As the answer, give a copy of each line below that includes the word "nodes".
[[ GIVEN RECORDS open ]]
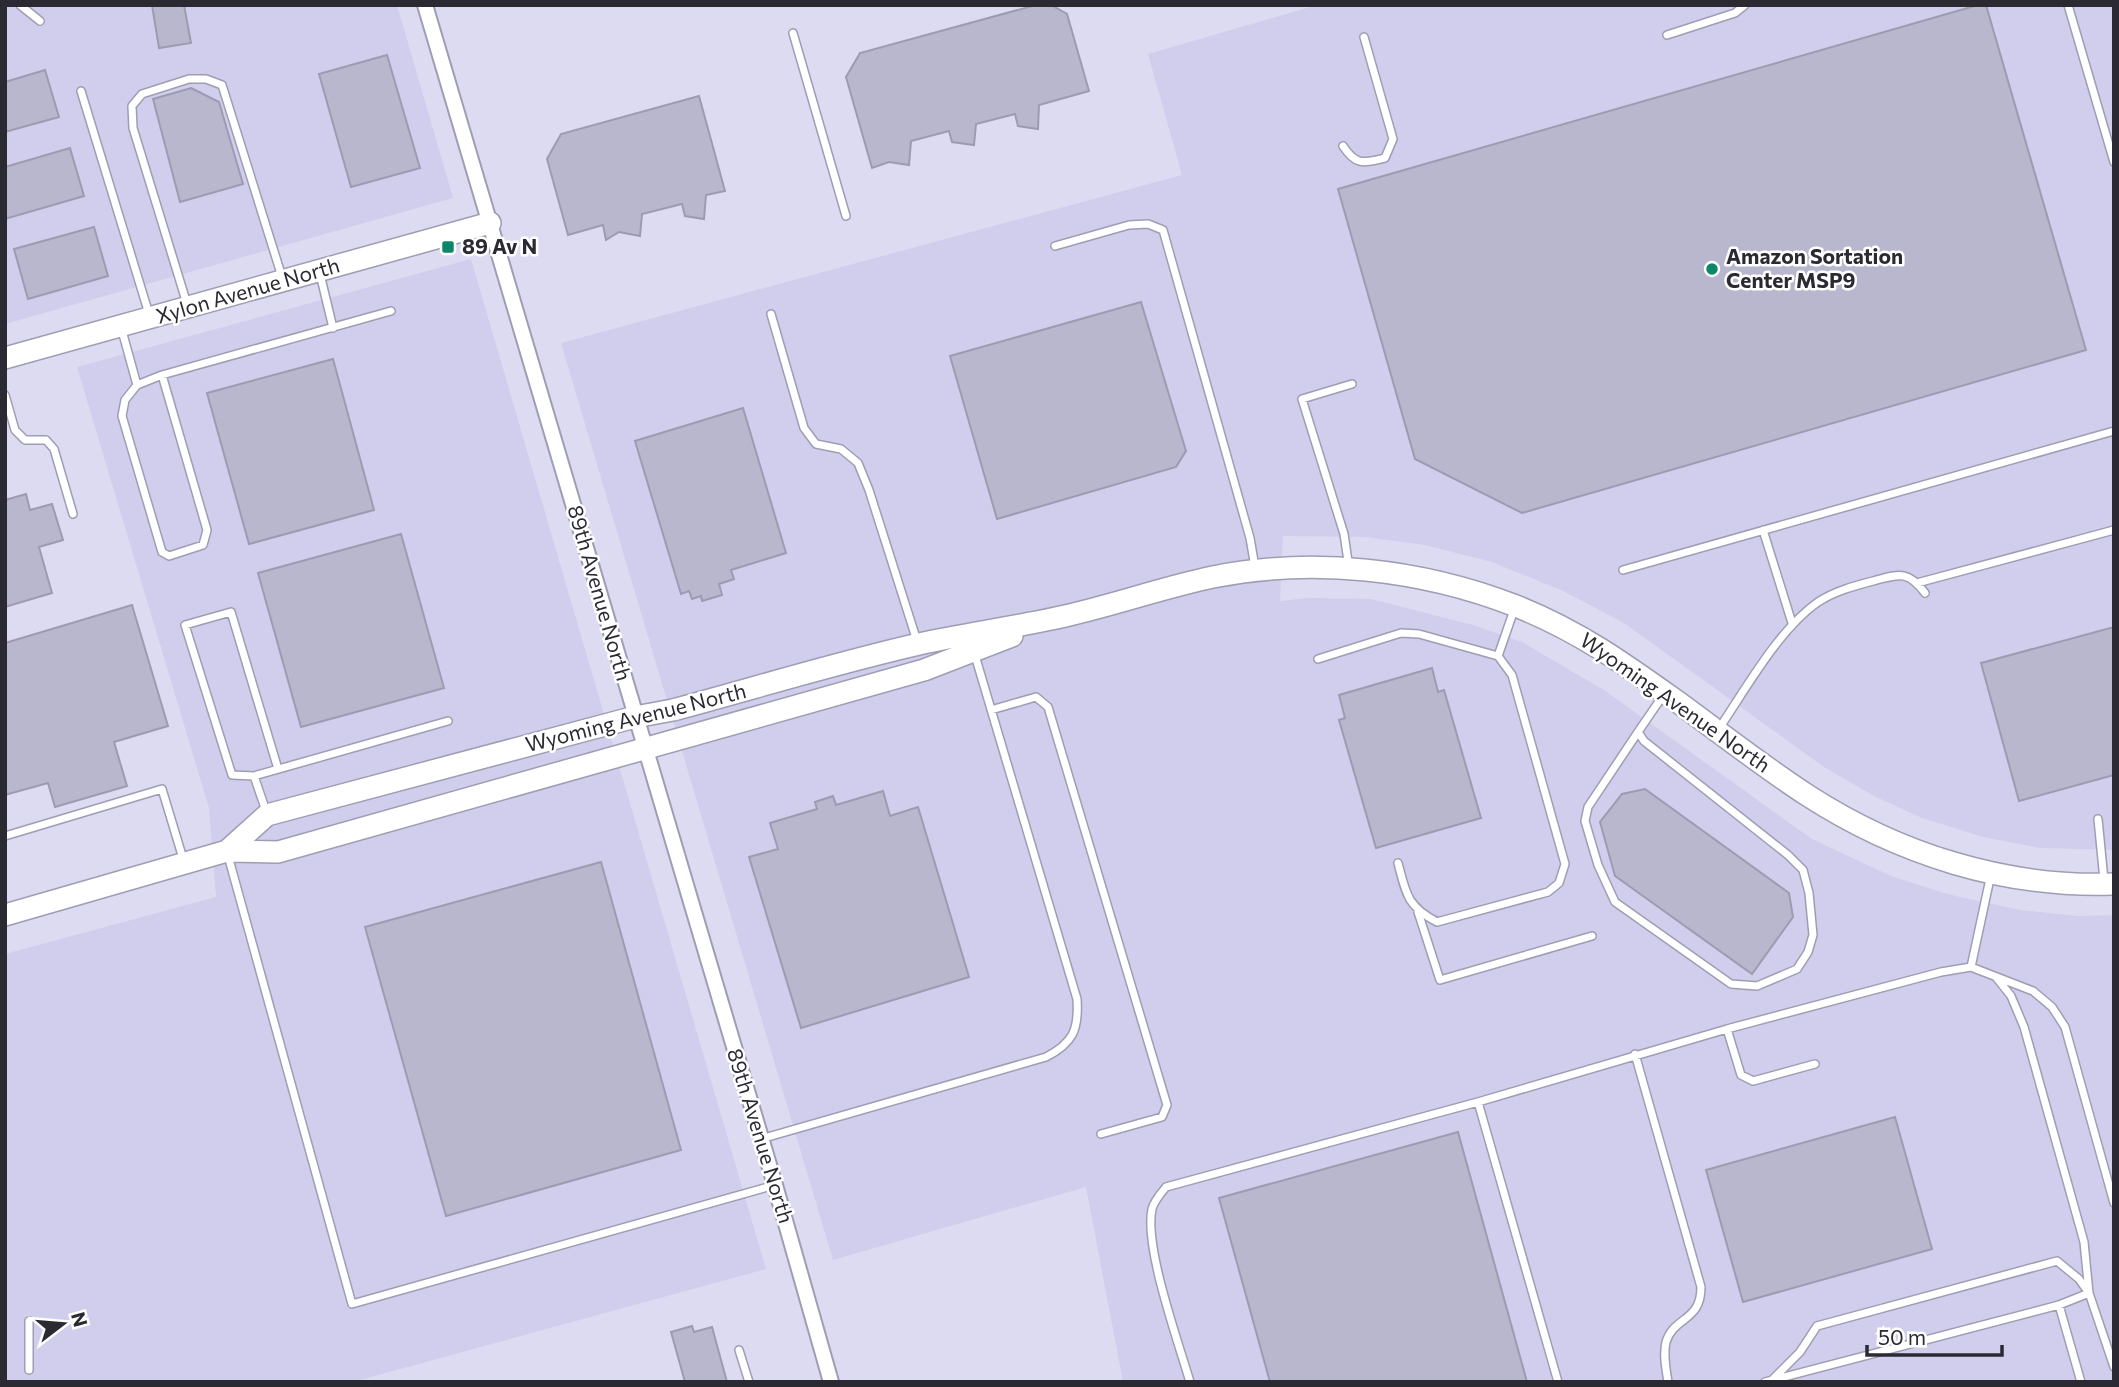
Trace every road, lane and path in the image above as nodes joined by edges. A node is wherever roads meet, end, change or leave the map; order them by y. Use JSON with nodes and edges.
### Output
{"nodes":[{"id":1,"x":20,"y":5,"type":"edge"},
{"id":2,"x":425,"y":5,"type":"edge"},
{"id":3,"x":1745,"y":5,"type":"edge"},
{"id":4,"x":2068,"y":5,"type":"edge"},
{"id":5,"x":40,"y":21,"type":"dead end"},
{"id":6,"x":793,"y":33,"type":"dead end"},
{"id":7,"x":1667,"y":35,"type":"dead end"},
{"id":8,"x":1364,"y":37,"type":"dead end"},
{"id":9,"x":81,"y":91,"type":"dead end"},
{"id":10,"x":1343,"y":146,"type":"dead end"},
{"id":11,"x":2114,"y":162,"type":"edge"},
{"id":12,"x":846,"y":216,"type":"dead end"},
{"id":13,"x":490,"y":223,"type":"junction"},
{"id":14,"x":1055,"y":246,"type":"dead end"},
{"id":15,"x":320,"y":271,"type":"junction"},
{"id":16,"x":284,"y":281,"type":"junction"},
{"id":17,"x":188,"y":307,"type":"junction"},
{"id":18,"x":391,"y":311,"type":"dead end"},
{"id":19,"x":771,"y":314,"type":"dead end"},
{"id":20,"x":150,"y":318,"type":"junction"},
{"id":21,"x":121,"y":326,"type":"junction"},
{"id":22,"x":333,"y":328,"type":"junction"},
{"id":23,"x":5,"y":358,"type":"edge"},
{"id":24,"x":162,"y":375,"type":"junction"},
{"id":25,"x":1352,"y":384,"type":"dead end"},
{"id":26,"x":137,"y":385,"type":"junction"},
{"id":27,"x":5,"y":395,"type":"edge"},
{"id":28,"x":15,"y":430,"type":"junction"},
{"id":29,"x":2114,"y":431,"type":"edge"},
{"id":30,"x":5,"y":433,"type":"edge"},
{"id":31,"x":73,"y":514,"type":"dead end"},
{"id":32,"x":1763,"y":530,"type":"junction"},
{"id":33,"x":2114,"y":530,"type":"edge"},
{"id":34,"x":1349,"y":569,"type":"junction"},
{"id":35,"x":1622,"y":570,"type":"dead end"},
{"id":36,"x":1255,"y":571,"type":"junction"},
{"id":37,"x":1917,"y":583,"type":"junction"},
{"id":38,"x":1925,"y":593,"type":"dead end"},
{"id":39,"x":1515,"y":606,"type":"junction"},
{"id":40,"x":1059,"y":618,"type":"junction"},
{"id":41,"x":1792,"y":623,"type":"junction"},
{"id":42,"x":918,"y":645,"type":"junction"},
{"id":43,"x":974,"y":652,"type":"junction"},
{"id":44,"x":1498,"y":656,"type":"junction"},
{"id":45,"x":1318,"y":659,"type":"dead end"},
{"id":46,"x":1665,"y":693,"type":"junction"},
{"id":47,"x":991,"y":710,"type":"junction"},
{"id":48,"x":635,"y":717,"type":"junction"},
{"id":49,"x":448,"y":721,"type":"dead end"},
{"id":50,"x":1718,"y":731,"type":"junction"},
{"id":51,"x":1638,"y":732,"type":"junction"},
{"id":52,"x":645,"y":748,"type":"junction"},
{"id":53,"x":278,"y":769,"type":"junction"},
{"id":54,"x":254,"y":776,"type":"junction"},
{"id":55,"x":267,"y":816,"type":"junction"},
{"id":56,"x":2098,"y":819,"type":"dead end"},
{"id":57,"x":5,"y":836,"type":"edge"},
{"id":58,"x":227,"y":851,"type":"junction"},
{"id":59,"x":184,"y":863,"type":"junction"},
{"id":60,"x":1398,"y":863,"type":"dead end"},
{"id":61,"x":1991,"y":873,"type":"junction"},
{"id":62,"x":2109,"y":884,"type":"edge"},
{"id":63,"x":1418,"y":912,"type":"junction"},
{"id":64,"x":5,"y":915,"type":"edge"},
{"id":65,"x":1592,"y":936,"type":"dead end"},
{"id":66,"x":1971,"y":967,"type":"junction"},
{"id":67,"x":1996,"y":976,"type":"junction"},
{"id":68,"x":1727,"y":1029,"type":"junction"},
{"id":69,"x":1635,"y":1054,"type":"junction"},
{"id":70,"x":1815,"y":1064,"type":"dead end"},
{"id":71,"x":1478,"y":1102,"type":"junction"},
{"id":72,"x":1101,"y":1134,"type":"dead end"},
{"id":73,"x":761,"y":1139,"type":"junction"},
{"id":74,"x":775,"y":1185,"type":"junction"},
{"id":75,"x":2114,"y":1203,"type":"edge"},
{"id":76,"x":2089,"y":1293,"type":"junction"},
{"id":77,"x":2059,"y":1305,"type":"junction"},
{"id":78,"x":29,"y":1321,"type":"dead end"},
{"id":79,"x":739,"y":1350,"type":"dead end"},
{"id":80,"x":2114,"y":1367,"type":"edge"},
{"id":81,"x":29,"y":1370,"type":"dead end"},
{"id":82,"x":1770,"y":1381,"type":"edge"},
{"id":83,"x":749,"y":1382,"type":"edge"},
{"id":84,"x":831,"y":1382,"type":"edge"},
{"id":85,"x":1190,"y":1382,"type":"edge"},
{"id":86,"x":1558,"y":1382,"type":"edge"},
{"id":87,"x":1668,"y":1382,"type":"edge"},
{"id":88,"x":2081,"y":1382,"type":"edge"}],
"edges":[{"from":1,"to":5,"type":"lane"},
{"from":2,"to":13,"type":"street","name":"89th Avenue North"},
{"from":3,"to":7,"type":"lane"},
{"from":4,"to":11,"type":"lane"},
{"from":6,"to":12,"type":"lane"},
{"from":8,"to":10,"type":"lane"},
{"from":9,"to":20,"type":"lane"},
{"from":13,"to":15,"type":"street","name":"Xylon Avenue North"},
{"from":13,"to":48,"type":"street","name":"89th Avenue North"},
{"from":14,"to":36,"type":"lane"},
{"from":15,"to":16,"type":"street","name":"Xylon Avenue North"},
{"from":15,"to":22,"type":"lane"},
{"from":16,"to":17,"type":"street","name":"Xylon Avenue North"},
{"from":16,"to":17,"type":"lane"},
{"from":17,"to":20,"type":"street","name":"Xylon Avenue North"},
{"from":18,"to":22,"type":"lane"},
{"from":19,"to":42,"type":"lane"},
{"from":20,"to":21,"type":"street","name":"Xylon Avenue North"},
{"from":21,"to":23,"type":"street","name":"Xylon Avenue North"},
{"from":21,"to":26,"type":"lane"},
{"from":22,"to":24,"type":"lane"},
{"from":24,"to":26,"type":"lane"},
{"from":24,"to":26,"type":"lane"},
{"from":25,"to":34,"type":"lane"},
{"from":27,"to":28,"type":"lane"},
{"from":28,"to":30,"type":"lane"},
{"from":28,"to":31,"type":"lane"},
{"from":29,"to":32,"type":"lane"},
{"from":32,"to":35,"type":"lane"},
{"from":32,"to":41,"type":"lane"},
{"from":33,"to":37,"type":"lane"},
{"from":34,"to":36,"type":"street","name":"Wyoming Avenue North"},
{"from":34,"to":39,"type":"street","name":"Wyoming Avenue North"},
{"from":36,"to":40,"type":"street","name":"Wyoming Avenue North"},
{"from":37,"to":38,"type":"lane"},
{"from":37,"to":41,"type":"lane"},
{"from":39,"to":44,"type":"lane"},
{"from":39,"to":46,"type":"street","name":"Wyoming Avenue North"},
{"from":40,"to":42,"type":"street","name":"Wyoming Avenue North"},
{"from":40,"to":43,"type":"street","name":"Wyoming Avenue North"},
{"from":41,"to":50,"type":"lane"},
{"from":42,"to":48,"type":"street","name":"Wyoming Avenue North"},
{"from":43,"to":47,"type":"lane"},
{"from":43,"to":52,"type":"street","name":"Wyoming Avenue North"},
{"from":44,"to":45,"type":"lane"},
{"from":44,"to":63,"type":"lane"},
{"from":46,"to":50,"type":"street","name":"Wyoming Avenue North"},
{"from":46,"to":51,"type":"lane"},
{"from":47,"to":72,"type":"lane"},
{"from":47,"to":73,"type":"lane"},
{"from":48,"to":52,"type":"street","name":"89th Avenue North"},
{"from":48,"to":55,"type":"street","name":"Wyoming Avenue North"},
{"from":49,"to":53,"type":"lane"},
{"from":50,"to":61,"type":"street","name":"Wyoming Avenue North"},
{"from":51,"to":51,"type":"lane"},
{"from":52,"to":58,"type":"street","name":"Wyoming Avenue North"},
{"from":52,"to":73,"type":"street","name":"89th Avenue North"},
{"from":53,"to":54,"type":"lane"},
{"from":53,"to":54,"type":"lane"},
{"from":54,"to":55,"type":"lane"},
{"from":55,"to":58,"type":"street","name":"Wyoming Avenue North"},
{"from":56,"to":62,"type":"lane"},
{"from":57,"to":59,"type":"lane"},
{"from":58,"to":59,"type":"street","name":"Wyoming Avenue North"},
{"from":58,"to":74,"type":"lane"},
{"from":59,"to":64,"type":"street","name":"Wyoming Avenue North"},
{"from":60,"to":63,"type":"lane"},
{"from":61,"to":62,"type":"street","name":"Wyoming Avenue North"},
{"from":61,"to":66,"type":"lane"},
{"from":63,"to":65,"type":"lane"},
{"from":66,"to":67,"type":"lane"},
{"from":66,"to":68,"type":"lane"},
{"from":67,"to":75,"type":"lane"},
{"from":67,"to":76,"type":"lane"},
{"from":68,"to":69,"type":"lane"},
{"from":68,"to":70,"type":"lane"},
{"from":69,"to":71,"type":"lane"},
{"from":69,"to":87,"type":"lane"},
{"from":71,"to":85,"type":"lane"},
{"from":71,"to":86,"type":"lane"},
{"from":73,"to":74,"type":"street","name":"89th Avenue North"},
{"from":74,"to":84,"type":"street","name":"89th Avenue North"},
{"from":76,"to":77,"type":"lane"},
{"from":76,"to":80,"type":"lane"},
{"from":76,"to":82,"type":"lane"},
{"from":77,"to":82,"type":"lane"},
{"from":77,"to":88,"type":"lane"},
{"from":78,"to":81,"type":"lane"},
{"from":79,"to":83,"type":"lane"}]}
[[ GIVEN RECORDS closed ]]
FINAL ANSWER —
Trace every road, lane and path in the image above as nodes joined by edges. A node is wherever roads meet, end, change or leave the map; order them by y. Use JSON with nodes and edges.
{"nodes":[{"id":1,"x":20,"y":5,"type":"edge"},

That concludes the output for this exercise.